Thread: Protected members

@Alaa that is not the correct solution to this problem. un-qualifying the object operation on results in this.show() being executed. It does not execute show() for the object ob. Use of the dot operator is perfectly compatible with inheritance and polymorphism. It is the protected access rules which are causing the compiler error.

Ex.:

package p;
 
public class A
{
    protected void show()
    {
        System.out.println("A.show");
    }
}

// B is not in package p
public class B extends p.A
{
    protected void show()
    {
        System.out.println("B.show");
    }
 
    void doit()
    {
        A a = new A();
        show(); // doesn't call A.show(), this will call this.show(). The wrong message is displayed
    }
 
    public static void main(String[] args)
    {
        A a1 = new A();
        a1.show(); // compiler error, explained below
        A a2 = new B();
        a2.show(); // compiler error, same reason as a1
        B b = new B();
        b.show(); // compiles fine, explained below
    }
}

The reason it fails is described in Section 6.6.2.1 of the Java Language Specifications.

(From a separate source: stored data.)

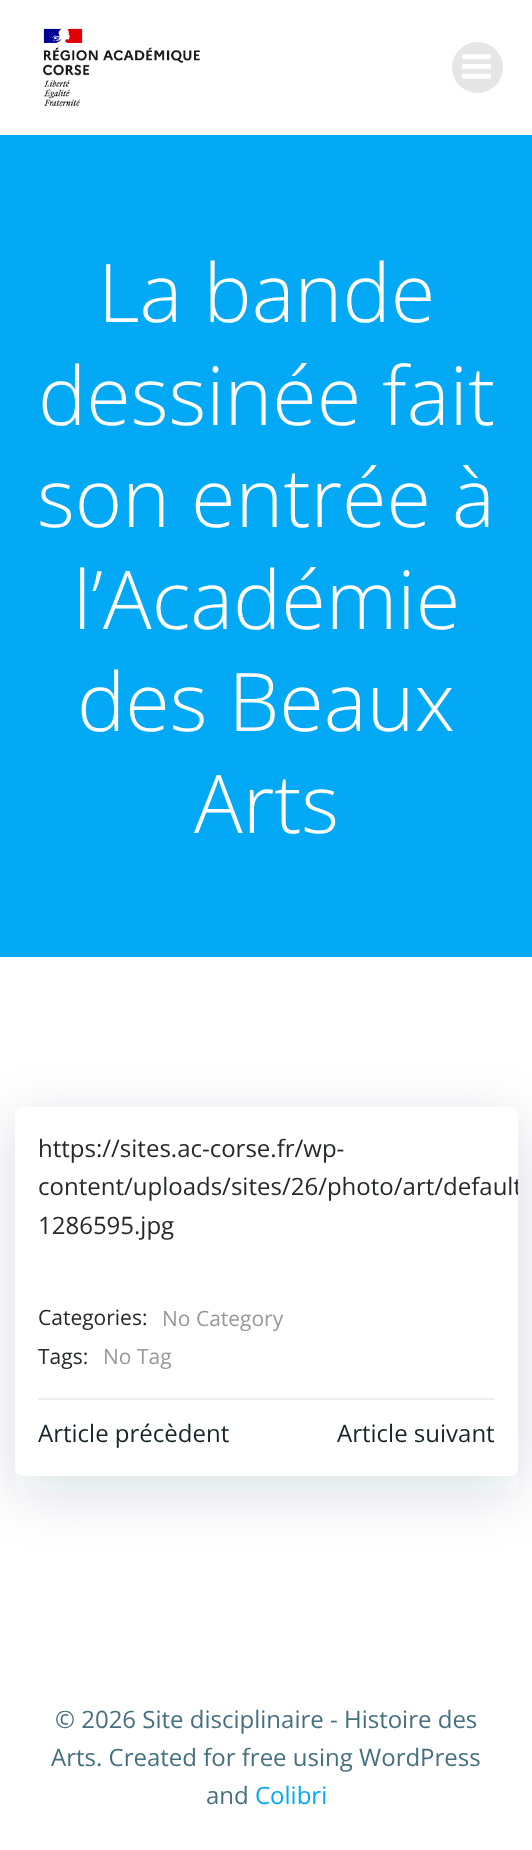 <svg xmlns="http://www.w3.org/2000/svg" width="532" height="1850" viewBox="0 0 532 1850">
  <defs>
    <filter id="blur1" x="-50%" y="-200%" width="200%" height="500%"><feGaussianBlur stdDeviation="30"/></filter>
    <clipPath id="clip1"><rect x="15" y="1107" width="503" height="369" rx="8"/></clipPath>
  </defs>
  <rect width="100%" height="100%" fill="#ffffff"/>
  <image x="43" y="28" width="157" height="79" href="img1.png"/>
  <circle cx="477.5" cy="67.5" r="25.5" fill="#e6e6e6"/>
  <image x="462" y="54" width="29" height="25" href="img2.png"/>
  <rect x="0" y="135" width="532" height="822" fill="#03a9f4"/>
  <text x="98" y="322" font-family="Open Sans" font-size="81" font-weight="300" fill="#ffffff">La bande</text>
  <text x="38" y="425" font-family="Open Sans" font-size="81" font-weight="300" fill="#ffffff">dessinée fait</text>
  <text x="37" y="527" font-family="Open Sans" font-size="81" font-weight="300" fill="#ffffff">son entrée à</text>
  <text x="73" y="629" font-family="Open Sans" font-size="81" font-weight="300" fill="#ffffff">l’Académie</text>
  <text x="77" y="731" font-family="Open Sans" font-size="81" font-weight="300" fill="#ffffff">des Beaux</text>
  <text x="194" y="833" font-family="Open Sans" font-size="81" font-weight="300" fill="#ffffff">Arts</text>
  <rect x="15" y="1122" width="503" height="369" rx="8" fill="#01334a" fill-opacity="0.15" filter="url(#blur1)"/>
  <rect x="15" y="1107" width="503" height="369" rx="8" fill="#ffffff"/>
  <text x="38" y="1157" font-family="Open Sans" font-size="24" fill="#25292a">https://sites.ac-corse.fr/wp-</text>
  <g clip-path="url(#clip1)">
    <text x="38" y="1195" font-family="Open Sans" font-size="24" fill="#25292a">content/uploads/sites/26/photo/art/default</text>
  </g>
  <text x="38" y="1234" font-family="Open Sans" font-size="24" fill="#25292a">1286595.jpg</text>
  <text x="38" y="1325" font-family="Open Sans" font-size="21" fill="#25292a">Categories:</text>
  <text x="162" y="1326" font-family="Open Sans" font-size="21" fill="#999999">No Category</text>
  <text x="38" y="1364" font-family="Open Sans" font-size="21" fill="#25292a">Tags:</text>
  <text x="103" y="1364" font-family="Open Sans" font-size="21" fill="#999999">No Tag</text>
  <rect x="38" y="1398" width="457" height="2" fill="#eeeeee"/>
  <text x="38" y="1442" font-family="Open Sans" font-size="24" fill="#17252a">Article précèdent</text>
  <text x="337" y="1442" font-family="Open Sans" font-size="24" fill="#17252a">Article suivant</text>
  <text x="55" y="1728" font-family="Open Sans" font-size="24" fill="#46707f">© 2026 Site disciplinaire - Histoire des</text>
  <text x="51" y="1766" font-family="Open Sans" font-size="24" fill="#46707f">Arts. Created for free using WordPress</text>
  <text x="206" y="1804" font-family="Open Sans" font-size="24" fill="#46707f">and</text>
  <text x="255" y="1804" font-family="Open Sans" font-size="24" fill="#03a9f4">Colibri</text>
</svg>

{my note: assume S is not in the same package as C. Otherwise these rules don't apply}

Let C be the class in which a protected member is declared. Access is permitted only within the body of a subclass S of C.

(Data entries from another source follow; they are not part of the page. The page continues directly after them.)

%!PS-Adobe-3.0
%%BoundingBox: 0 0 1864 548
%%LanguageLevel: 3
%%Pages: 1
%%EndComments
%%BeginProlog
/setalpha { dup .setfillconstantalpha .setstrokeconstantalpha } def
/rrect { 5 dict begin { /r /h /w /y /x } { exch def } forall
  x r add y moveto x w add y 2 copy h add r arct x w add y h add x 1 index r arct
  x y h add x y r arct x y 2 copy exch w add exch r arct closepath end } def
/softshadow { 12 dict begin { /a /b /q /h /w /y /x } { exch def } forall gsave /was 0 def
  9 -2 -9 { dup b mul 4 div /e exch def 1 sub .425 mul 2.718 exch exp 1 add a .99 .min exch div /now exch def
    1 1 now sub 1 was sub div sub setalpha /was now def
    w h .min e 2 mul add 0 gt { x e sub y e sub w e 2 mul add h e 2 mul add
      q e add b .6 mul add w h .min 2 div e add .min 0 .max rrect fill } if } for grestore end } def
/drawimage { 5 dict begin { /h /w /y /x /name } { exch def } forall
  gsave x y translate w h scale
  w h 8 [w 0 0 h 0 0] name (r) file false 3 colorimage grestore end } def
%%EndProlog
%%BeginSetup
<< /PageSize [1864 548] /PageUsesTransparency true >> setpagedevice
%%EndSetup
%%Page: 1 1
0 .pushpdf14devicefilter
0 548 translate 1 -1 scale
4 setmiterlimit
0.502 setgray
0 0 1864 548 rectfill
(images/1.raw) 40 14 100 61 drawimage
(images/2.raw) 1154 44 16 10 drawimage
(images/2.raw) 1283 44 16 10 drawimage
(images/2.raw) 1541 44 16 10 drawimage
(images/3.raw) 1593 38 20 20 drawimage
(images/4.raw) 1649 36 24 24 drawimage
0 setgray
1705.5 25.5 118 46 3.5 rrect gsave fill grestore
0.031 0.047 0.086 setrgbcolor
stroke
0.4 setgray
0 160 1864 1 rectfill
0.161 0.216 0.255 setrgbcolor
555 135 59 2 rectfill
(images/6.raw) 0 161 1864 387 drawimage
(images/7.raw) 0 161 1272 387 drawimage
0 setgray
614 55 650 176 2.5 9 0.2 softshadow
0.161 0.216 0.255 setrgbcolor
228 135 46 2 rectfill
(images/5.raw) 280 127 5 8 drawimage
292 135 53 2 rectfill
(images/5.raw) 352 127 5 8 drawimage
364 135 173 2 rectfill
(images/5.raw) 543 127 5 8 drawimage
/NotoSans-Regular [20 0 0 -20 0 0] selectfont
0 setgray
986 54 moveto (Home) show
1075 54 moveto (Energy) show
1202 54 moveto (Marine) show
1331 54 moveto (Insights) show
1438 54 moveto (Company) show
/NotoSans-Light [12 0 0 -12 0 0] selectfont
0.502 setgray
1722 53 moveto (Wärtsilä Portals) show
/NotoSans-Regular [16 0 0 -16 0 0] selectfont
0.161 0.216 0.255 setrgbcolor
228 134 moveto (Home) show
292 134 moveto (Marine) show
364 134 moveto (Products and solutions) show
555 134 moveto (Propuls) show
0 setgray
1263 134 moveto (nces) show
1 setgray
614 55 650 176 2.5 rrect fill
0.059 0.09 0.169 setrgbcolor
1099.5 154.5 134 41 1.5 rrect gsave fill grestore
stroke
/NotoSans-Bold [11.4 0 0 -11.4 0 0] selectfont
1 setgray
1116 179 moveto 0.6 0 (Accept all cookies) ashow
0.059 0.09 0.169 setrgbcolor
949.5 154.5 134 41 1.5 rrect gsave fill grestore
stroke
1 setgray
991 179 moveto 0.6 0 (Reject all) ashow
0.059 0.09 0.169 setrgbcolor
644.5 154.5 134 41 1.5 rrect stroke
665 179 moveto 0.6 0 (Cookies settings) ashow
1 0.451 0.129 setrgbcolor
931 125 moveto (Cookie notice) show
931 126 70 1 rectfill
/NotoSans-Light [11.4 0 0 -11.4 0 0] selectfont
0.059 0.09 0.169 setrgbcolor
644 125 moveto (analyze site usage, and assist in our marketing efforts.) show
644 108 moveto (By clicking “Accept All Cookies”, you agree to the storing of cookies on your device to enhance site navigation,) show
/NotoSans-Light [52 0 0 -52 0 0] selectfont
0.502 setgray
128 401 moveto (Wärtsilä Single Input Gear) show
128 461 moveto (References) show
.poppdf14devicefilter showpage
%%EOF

In addition, if Id denotes an instance field or instance method, then:

If the access is by a qualified name Q.Id, where Q is an ExpressionName, then the access is permitted if and only if the type of the expression Q is S or a subclass of S.

If the access is by a field access expression E.Id, where E is a Primary expression, or by a method invocation expression E.Id(. . .), where E is a Primary expression, then the access is permitted if and only if the type of E is S or a subclass of S.

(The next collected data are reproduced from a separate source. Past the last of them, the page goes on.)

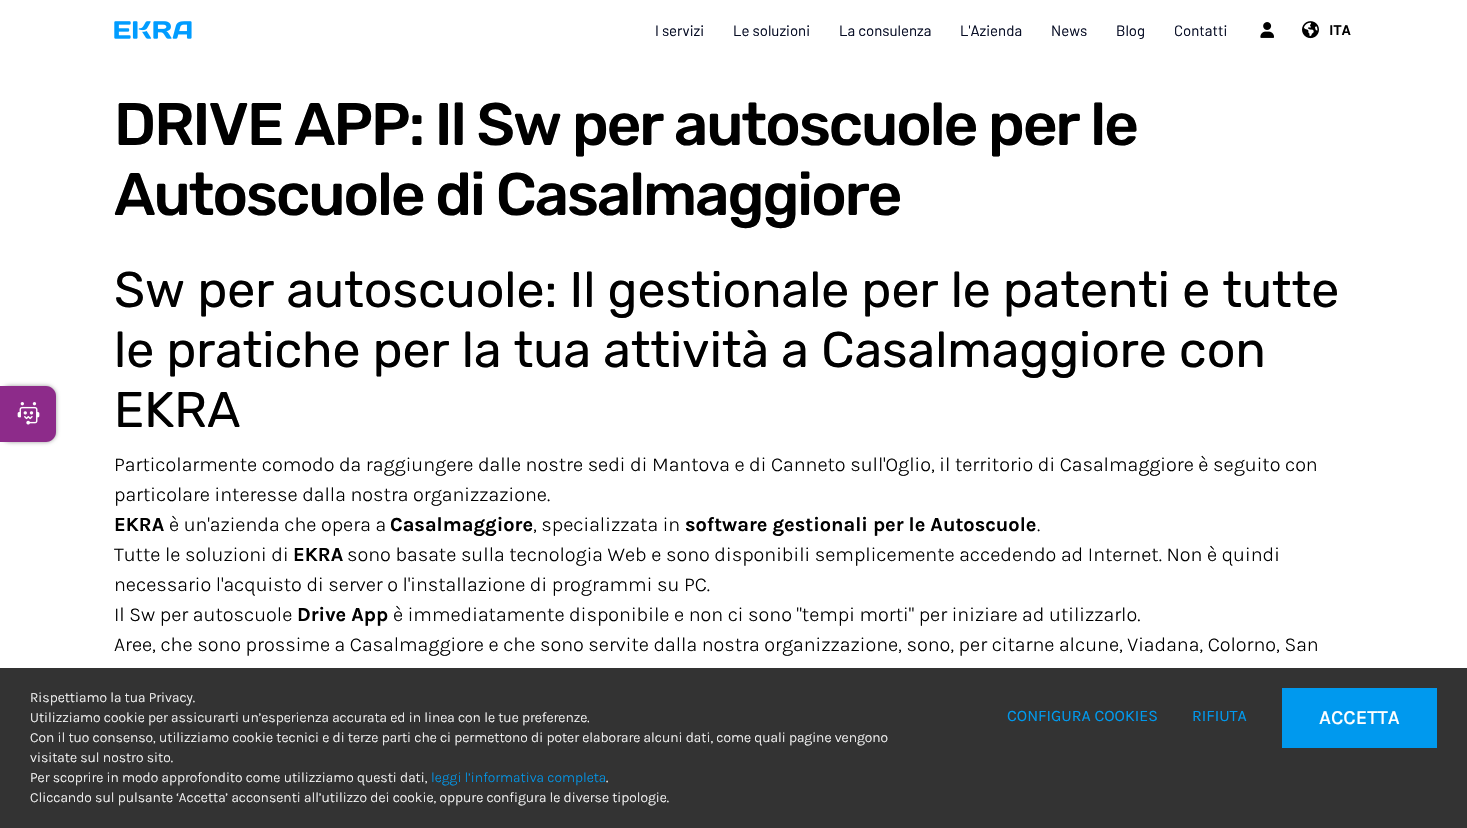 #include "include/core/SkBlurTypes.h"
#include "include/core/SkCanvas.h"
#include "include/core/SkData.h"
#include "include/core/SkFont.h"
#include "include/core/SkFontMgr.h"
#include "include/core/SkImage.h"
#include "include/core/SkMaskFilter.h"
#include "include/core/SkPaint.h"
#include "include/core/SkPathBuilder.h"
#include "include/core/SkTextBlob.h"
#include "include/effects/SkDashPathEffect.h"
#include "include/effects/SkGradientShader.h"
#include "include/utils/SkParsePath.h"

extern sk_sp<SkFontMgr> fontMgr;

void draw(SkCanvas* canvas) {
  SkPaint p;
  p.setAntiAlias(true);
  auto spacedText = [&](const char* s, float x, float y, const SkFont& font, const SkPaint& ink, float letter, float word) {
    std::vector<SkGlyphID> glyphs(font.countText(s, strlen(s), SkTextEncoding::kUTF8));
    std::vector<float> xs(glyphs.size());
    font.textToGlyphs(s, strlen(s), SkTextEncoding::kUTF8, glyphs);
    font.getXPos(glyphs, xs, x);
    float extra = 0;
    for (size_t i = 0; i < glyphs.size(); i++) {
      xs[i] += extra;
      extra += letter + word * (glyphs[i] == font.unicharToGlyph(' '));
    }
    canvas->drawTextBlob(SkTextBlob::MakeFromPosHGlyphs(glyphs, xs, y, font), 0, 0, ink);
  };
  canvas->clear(SK_ColorWHITE);
  canvas->drawImageRect(SkImages::DeferredFromEncodedData(SkData::MakeFromFileName("images/1.png")), SkRect::MakeLTRB(114, 21, 192, 39), SkSamplingOptions());
  canvas->drawImageRect(SkImages::DeferredFromEncodedData(SkData::MakeFromFileName("images/2.png")), SkRect::MakeLTRB(1260, 22, 1274, 38), SkSamplingOptions());
  canvas->drawImageRect(SkImages::DeferredFromEncodedData(SkData::MakeFromFileName("images/3.png")), SkRect::MakeLTRB(1302, 21, 1319, 39), SkSamplingOptions());
  p.setColor(SkColorSetARGB(102, 0, 0, 0));
  p.setMaskFilter(SkMaskFilter::MakeBlur(kNormal_SkBlurStyle, 2));
  canvas->drawRoundRect(SkRect::MakeLTRB(0, 386, 56, 442), 10, 10, p);
  p.setMaskFilter(nullptr);
  p.setColor(SkColorSetRGB(141, 43, 138));
  canvas->drawPath(SkPathBuilder().moveTo(0, 386).lineTo(46, 386).cubicTo(51.5f, 386, 56, 390.5f, 56, 396).lineTo(56, 432).cubicTo(56, 437.5f, 51.5f, 442, 46, 442).lineTo(0, 442).close().detach(), p);
  canvas->drawImageRect(SkImages::DeferredFromEncodedData(SkData::MakeFromFileName("images/4.png")), SkRect::MakeLTRB(17, 402, 40, 425), SkSamplingOptions());
  p.setColor(SkColorSetARGB(204, 0, 0, 0));
  canvas->drawRect(SkRect::MakeLTRB(0, 668, 1467, 828), p);
  p.setColor(SkColorSetRGB(0, 153, 238));
  canvas->drawRect(SkRect::MakeLTRB(1282, 688, 1437, 748), p);
  SkFont font1(fontMgr->matchFamilyStyle("Barlow", SkFontStyle::Normal()), 15);
  font1.setSubpixel(true);
  p.setColor(SkColorSetRGB(7, 13, 37));
  canvas->drawString("I servizi", 655, 36, font1, p);
  canvas->drawString("Le soluzioni", 733, 36, font1, p);
  canvas->drawString("La consulenza", 839, 36, font1, p);
  canvas->drawString("L'Azienda", 960, 36, font1, p);
  canvas->drawString("News", 1051, 36, font1, p);
  canvas->drawString("Blog", 1116, 36, font1, p);
  canvas->drawString("Contatti", 1174, 36, font1, p);
  SkFont font2(fontMgr->matchFamilyStyle("Karla", SkFontStyle::Bold()), 15);
  font2.setSubpixel(true);
  p.setColor(SK_ColorBLACK);
  canvas->drawString("ITA", 1329, 35, font2, p);
  SkFont font3(fontMgr->matchFamilyStyle("Rubik", SkFontStyle(500, SkFontStyle::kNormal_Width, SkFontStyle::kUpright_Slant)), 60);
  font3.setSubpixel(true);
  spacedText("DRIVE APP: Il Sw per autoscuole per le", 114, 145, font3, p, -2, 0);
  spacedText("Autoscuole di Casalmaggiore", 114, 215, font3, p, -2, 0);
  SkFont font4(fontMgr->matchFamilyStyle("Rubik", SkFontStyle::Normal()), 50);
  font4.setSubpixel(true);
  canvas->drawString("Sw per autoscuole: Il gestionale per le patenti e tutte", 114, 307, font4, p);
  canvas->drawString("le pratiche per la tua attività a Casalmaggiore con", 114, 367, font4, p);
  canvas->drawString("EKRA", 114, 427, font4, p);
  SkFont font5(fontMgr->matchFamilyStyle("Karla", SkFontStyle(300, SkFontStyle::kNormal_Width, SkFontStyle::kUpright_Slant)), 20);
  font5.setSubpixel(true);
  canvas->drawString("Particolarmente comodo da raggiungere dalle nostre sedi di Mantova e di Canneto sull'Oglio, il territorio di Casalmaggiore è seguito con", 114, 471, font5, p);
  canvas->drawString("particolare interesse dalla nostra organizzazione.", 114, 501, font5, p);
  SkFont font6(fontMgr->matchFamilyStyle("Karla", SkFontStyle::Bold()), 20);
  font6.setSubpixel(true);
  canvas->drawString("EKRA", 114, 531, font6, p);
  canvas->drawString("è un'azienda che opera a", 169, 531, font5, p);
  canvas->drawString("Casalmaggiore", 390, 531, font6, p);
  canvas->drawString(", specializzata in", 533, 531, font5, p);
  canvas->drawString("software gestionali per le Autoscuole", 685, 531, font6, p);
  canvas->drawString(".", 1037, 531, font5, p);
  canvas->drawString("Tutte le soluzioni di", 114, 561, font5, p);
  canvas->drawString("EKRA", 293, 561, font6, p);
  canvas->drawString("sono basate sulla tecnologia Web e sono disponibili semplicemente accedendo ad Internet. Non è quindi", 347, 561, font5, p);
  canvas->drawString("necessario l'acquisto di server o l'installazione di programmi su PC.", 114, 591, font5, p);
  canvas->drawString("Il Sw per autoscuole", 114, 621, font5, p);
  canvas->drawString("Drive App", 297, 621, font6, p);
  canvas->drawString("è immediatamente disponibile e non ci sono \"tempi morti\" per iniziare ad utilizzarlo.", 393, 621, font5, p);
  canvas->drawString("Aree, che sono prossime a Casalmaggiore e che sono servite dalla nostra organizzazione, sono, per citarne alcune, Viadana, Colorno, San", 114, 651, font5, p);
  SkFont font7(fontMgr->matchFamilyStyle("Karla", SkFontStyle(300, SkFontStyle::kNormal_Width, SkFontStyle::kUpright_Slant)), 14);
  font7.setSubpixel(true);
  p.setColor(SK_ColorWHITE);
  canvas->drawString("Rispettiamo la tua Privacy.", 30, 702, font7, p);
  canvas->drawString("Utilizziamo cookie per assicurarti un’esperienza accurata ed in linea con le tue preferenze.", 30, 722, font7, p);
  canvas->drawString("Con il tuo consenso, utilizziamo cookie tecnici e di terze parti che ci permettono di poter elaborare alcuni dati, come quali pagine vengono", 30, 742, font7, p);
  canvas->drawString("visitate sul nostro sito.", 30, 762, font7, p);
  canvas->drawString("Per scoprire in modo approfondito come utilizziamo questi dati,", 30, 782, font7, p);
  p.setColor(SkColorSetRGB(0, 153, 238));
  canvas->drawString("leggi l’informativa completa", 431, 782, font7, p);
  p.setColor(SK_ColorWHITE);
  canvas->drawString(".", 606, 782, font7, p);
  canvas->drawString("Cliccando sul pulsante ‘Accetta’ acconsenti all’utilizzo dei cookie, oppure configura le diverse tipologie.", 30, 802, font7, p);
  SkFont font8(fontMgr->matchFamilyStyle("Karla", SkFontStyle::Normal()), 16);
  font8.setSubpixel(true);
  p.setColor(SkColorSetRGB(0, 153, 238));
  canvas->drawString("CONFIGURA COOKIES", 1007, 721, font8, p);
  canvas->drawString("RIFIUTA", 1192, 721, font8, p);
  SkFont font9(fontMgr->matchFamilyStyle("Karla", SkFontStyle(500, SkFontStyle::kNormal_Width, SkFontStyle::kUpright_Slant)), 20);
  font9.setSubpixel(true);
  p.setColor(SK_ColorWHITE);
  canvas->drawString("ACCETTA", 1319, 724, font9, p);
}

These rules specify that in class B, it can only access protected members of A if the expression has a type B or a subclass of B.

In your code, the type of ob is not a B, it is type A. Thus it is not allowed to access the protected member A.show(). However, if the type is B or a subclass of B, then it is allowed access. ob1 is type B, thus this compiles just fine.

Additionally, calling this.show() (or the short version show()) will compile fine because this is of type B.

@syedbhai

That is perfectly legal because it invokes the super method show with type B (this is of type B). However, the object called with is still this, not a newly created ob object.

There is no way to access/expose a protected member in a super class C from a sub-class S (assuming S is not in the same package as C) unless the object we're operating on is guaranteed to be an S or a subclass of S.

The best solution is to take advantage of the package rule for protected access and move the class B into the same package as A, or give more details on what the OP wants to do. There might be some intrinsic interface design issues which could be solved differently and avoid the problem to begin with.

@divcret protected is a superset of default. Access is allowed from subclasses even if they aren't in the same package. There's just a caveat as I noted above that you have to operate on the subclass (or a child of the subclass), not the base class.